%%

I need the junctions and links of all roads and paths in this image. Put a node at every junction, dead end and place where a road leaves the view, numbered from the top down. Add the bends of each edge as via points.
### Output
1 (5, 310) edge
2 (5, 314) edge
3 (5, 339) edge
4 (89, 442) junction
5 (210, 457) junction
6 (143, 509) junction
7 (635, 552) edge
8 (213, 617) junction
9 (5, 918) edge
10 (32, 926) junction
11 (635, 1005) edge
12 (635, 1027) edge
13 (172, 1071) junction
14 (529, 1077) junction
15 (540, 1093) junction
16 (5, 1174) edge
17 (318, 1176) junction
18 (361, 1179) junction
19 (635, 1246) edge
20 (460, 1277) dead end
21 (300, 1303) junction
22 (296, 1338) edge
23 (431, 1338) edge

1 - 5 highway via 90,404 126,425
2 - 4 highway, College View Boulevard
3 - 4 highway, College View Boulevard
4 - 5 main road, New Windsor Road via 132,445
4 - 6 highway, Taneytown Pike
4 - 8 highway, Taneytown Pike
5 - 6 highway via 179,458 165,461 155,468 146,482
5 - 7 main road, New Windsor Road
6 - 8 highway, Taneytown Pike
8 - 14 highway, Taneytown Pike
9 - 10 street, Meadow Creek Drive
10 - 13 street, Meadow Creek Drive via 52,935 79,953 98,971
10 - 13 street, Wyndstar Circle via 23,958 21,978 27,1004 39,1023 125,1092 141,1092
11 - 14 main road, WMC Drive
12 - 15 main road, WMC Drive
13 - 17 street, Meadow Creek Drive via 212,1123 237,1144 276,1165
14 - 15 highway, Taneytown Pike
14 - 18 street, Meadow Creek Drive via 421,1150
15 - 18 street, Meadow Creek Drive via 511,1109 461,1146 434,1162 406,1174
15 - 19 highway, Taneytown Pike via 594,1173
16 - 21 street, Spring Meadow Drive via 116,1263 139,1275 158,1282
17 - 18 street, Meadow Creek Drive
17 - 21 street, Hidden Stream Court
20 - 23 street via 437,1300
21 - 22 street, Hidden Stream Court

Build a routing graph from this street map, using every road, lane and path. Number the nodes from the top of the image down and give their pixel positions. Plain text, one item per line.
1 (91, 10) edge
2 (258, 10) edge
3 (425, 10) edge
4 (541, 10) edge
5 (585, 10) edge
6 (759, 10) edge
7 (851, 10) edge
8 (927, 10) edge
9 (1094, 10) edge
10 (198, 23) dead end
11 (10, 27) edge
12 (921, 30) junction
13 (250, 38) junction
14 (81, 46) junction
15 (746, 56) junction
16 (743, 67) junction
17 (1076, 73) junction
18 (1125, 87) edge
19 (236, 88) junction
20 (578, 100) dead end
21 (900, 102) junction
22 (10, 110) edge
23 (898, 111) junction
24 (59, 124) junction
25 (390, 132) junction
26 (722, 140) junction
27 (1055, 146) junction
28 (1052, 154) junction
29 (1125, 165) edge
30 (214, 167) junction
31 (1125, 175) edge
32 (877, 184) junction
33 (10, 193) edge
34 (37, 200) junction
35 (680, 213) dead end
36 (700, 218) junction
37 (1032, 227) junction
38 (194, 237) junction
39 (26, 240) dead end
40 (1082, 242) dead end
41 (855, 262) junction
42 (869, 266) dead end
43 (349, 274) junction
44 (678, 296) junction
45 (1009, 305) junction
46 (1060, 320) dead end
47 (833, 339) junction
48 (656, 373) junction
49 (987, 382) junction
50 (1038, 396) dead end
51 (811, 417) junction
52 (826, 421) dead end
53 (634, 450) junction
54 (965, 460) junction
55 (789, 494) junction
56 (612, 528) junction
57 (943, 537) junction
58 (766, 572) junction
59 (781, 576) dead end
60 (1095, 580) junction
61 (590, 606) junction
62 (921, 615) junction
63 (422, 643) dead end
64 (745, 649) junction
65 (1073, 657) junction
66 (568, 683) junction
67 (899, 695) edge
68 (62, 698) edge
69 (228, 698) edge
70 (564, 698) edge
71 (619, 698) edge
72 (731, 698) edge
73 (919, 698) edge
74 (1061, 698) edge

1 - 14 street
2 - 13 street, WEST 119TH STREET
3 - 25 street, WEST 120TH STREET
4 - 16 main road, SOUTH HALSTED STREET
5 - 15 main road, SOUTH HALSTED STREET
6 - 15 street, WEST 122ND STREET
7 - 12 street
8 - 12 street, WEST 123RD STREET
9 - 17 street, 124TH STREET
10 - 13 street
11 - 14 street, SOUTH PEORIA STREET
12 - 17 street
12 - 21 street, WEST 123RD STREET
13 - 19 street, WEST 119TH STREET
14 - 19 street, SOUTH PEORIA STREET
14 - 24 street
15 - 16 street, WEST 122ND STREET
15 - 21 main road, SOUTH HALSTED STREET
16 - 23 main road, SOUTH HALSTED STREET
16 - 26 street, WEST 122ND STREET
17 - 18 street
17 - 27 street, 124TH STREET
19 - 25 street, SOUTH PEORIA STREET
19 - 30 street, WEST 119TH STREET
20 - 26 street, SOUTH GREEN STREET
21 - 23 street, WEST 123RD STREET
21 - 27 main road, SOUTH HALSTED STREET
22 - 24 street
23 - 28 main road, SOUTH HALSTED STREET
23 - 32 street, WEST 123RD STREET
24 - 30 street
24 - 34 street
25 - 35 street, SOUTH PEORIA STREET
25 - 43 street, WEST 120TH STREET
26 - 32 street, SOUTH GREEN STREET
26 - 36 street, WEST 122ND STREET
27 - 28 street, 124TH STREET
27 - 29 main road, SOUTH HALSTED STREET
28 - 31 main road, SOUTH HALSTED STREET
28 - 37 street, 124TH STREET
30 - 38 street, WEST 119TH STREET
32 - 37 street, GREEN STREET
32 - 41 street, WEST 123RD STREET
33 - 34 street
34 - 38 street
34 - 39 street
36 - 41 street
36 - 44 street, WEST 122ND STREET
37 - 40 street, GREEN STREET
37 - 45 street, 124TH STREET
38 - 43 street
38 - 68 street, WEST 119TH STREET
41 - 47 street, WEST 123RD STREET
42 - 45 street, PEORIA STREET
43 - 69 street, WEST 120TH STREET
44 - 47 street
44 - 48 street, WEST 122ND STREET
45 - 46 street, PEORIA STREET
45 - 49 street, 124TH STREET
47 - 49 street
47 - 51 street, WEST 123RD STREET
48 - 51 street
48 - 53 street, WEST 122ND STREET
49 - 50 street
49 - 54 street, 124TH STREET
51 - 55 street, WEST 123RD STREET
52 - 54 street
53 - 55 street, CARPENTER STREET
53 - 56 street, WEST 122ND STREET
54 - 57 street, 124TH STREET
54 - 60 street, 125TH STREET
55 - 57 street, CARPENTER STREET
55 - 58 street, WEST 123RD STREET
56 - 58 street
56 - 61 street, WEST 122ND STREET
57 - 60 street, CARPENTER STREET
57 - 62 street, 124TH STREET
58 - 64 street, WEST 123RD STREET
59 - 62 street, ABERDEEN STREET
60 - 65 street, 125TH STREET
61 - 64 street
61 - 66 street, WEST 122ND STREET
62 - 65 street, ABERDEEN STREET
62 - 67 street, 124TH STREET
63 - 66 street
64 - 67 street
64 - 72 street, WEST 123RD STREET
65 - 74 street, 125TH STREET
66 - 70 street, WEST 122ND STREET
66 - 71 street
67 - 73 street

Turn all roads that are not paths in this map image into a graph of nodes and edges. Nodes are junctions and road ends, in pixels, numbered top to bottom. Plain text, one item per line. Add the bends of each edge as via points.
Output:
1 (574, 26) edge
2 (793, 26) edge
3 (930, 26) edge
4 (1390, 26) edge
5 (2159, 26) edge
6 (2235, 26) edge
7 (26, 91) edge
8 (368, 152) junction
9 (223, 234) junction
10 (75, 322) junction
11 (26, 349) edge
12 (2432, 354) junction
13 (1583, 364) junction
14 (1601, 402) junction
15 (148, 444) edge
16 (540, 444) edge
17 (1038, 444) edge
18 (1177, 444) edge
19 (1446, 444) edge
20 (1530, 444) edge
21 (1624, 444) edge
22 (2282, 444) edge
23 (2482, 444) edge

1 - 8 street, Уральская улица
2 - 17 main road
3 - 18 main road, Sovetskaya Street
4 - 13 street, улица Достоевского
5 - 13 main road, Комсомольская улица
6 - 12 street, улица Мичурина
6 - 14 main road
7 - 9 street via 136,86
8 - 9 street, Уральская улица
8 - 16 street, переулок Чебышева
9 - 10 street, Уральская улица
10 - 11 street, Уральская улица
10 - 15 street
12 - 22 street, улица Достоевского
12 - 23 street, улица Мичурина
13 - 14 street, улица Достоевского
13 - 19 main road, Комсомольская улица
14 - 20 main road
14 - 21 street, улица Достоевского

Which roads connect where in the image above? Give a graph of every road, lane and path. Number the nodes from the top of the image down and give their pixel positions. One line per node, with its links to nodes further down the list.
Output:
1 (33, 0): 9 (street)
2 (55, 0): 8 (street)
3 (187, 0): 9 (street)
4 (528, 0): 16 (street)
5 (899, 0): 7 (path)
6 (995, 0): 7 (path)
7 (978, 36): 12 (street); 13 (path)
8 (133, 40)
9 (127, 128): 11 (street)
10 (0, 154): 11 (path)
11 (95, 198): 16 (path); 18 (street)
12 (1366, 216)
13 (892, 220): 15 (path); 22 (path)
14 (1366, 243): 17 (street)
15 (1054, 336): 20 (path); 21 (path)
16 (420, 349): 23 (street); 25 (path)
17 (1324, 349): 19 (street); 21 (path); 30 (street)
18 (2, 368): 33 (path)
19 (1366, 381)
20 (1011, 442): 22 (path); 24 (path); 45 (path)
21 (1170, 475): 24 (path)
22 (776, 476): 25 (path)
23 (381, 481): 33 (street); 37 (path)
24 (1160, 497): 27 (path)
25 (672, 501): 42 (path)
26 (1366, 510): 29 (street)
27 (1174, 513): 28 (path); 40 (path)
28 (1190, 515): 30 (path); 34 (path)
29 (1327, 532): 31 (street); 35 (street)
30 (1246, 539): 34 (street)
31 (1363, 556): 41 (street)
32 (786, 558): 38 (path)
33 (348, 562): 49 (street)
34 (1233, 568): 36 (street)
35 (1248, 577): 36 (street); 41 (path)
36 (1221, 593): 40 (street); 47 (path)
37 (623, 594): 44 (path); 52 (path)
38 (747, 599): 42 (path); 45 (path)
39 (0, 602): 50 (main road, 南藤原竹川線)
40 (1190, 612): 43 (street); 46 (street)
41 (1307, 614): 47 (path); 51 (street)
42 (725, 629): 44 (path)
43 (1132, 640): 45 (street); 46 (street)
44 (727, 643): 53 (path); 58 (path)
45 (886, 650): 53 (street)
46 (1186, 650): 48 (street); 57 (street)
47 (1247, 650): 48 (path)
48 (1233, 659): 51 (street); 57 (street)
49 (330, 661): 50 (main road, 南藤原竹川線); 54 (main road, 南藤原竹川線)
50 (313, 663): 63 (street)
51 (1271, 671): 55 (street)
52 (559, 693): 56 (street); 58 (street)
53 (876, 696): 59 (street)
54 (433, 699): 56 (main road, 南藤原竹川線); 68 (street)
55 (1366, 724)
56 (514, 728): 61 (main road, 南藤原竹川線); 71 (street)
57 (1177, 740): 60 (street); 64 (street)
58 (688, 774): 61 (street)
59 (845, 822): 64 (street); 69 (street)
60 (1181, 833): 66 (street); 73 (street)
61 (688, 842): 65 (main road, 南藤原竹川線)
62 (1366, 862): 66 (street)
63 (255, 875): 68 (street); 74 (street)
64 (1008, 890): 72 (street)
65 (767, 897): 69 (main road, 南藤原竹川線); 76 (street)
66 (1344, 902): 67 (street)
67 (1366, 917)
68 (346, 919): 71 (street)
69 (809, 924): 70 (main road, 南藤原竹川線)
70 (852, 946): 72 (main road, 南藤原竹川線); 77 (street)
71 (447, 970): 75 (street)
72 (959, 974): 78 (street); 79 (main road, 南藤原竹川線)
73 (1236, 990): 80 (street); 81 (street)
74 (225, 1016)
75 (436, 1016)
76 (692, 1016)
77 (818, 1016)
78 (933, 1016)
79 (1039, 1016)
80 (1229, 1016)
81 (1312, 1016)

%%

What you have to do: Show each line from the listing above that includes the word "item".

Result:
Build a routing graph from this street map, using every road, lane and path. Number the nodes from the top of the image down and give their pixel positions. Plain text, one item per line.
Turn all roads that are not paths in this map image into a graph of nodes and edges. Nodes are junctions and road ends, in pixels, numbered top to bottom. Plain text, one item per line. Add the bends of each edge as via points.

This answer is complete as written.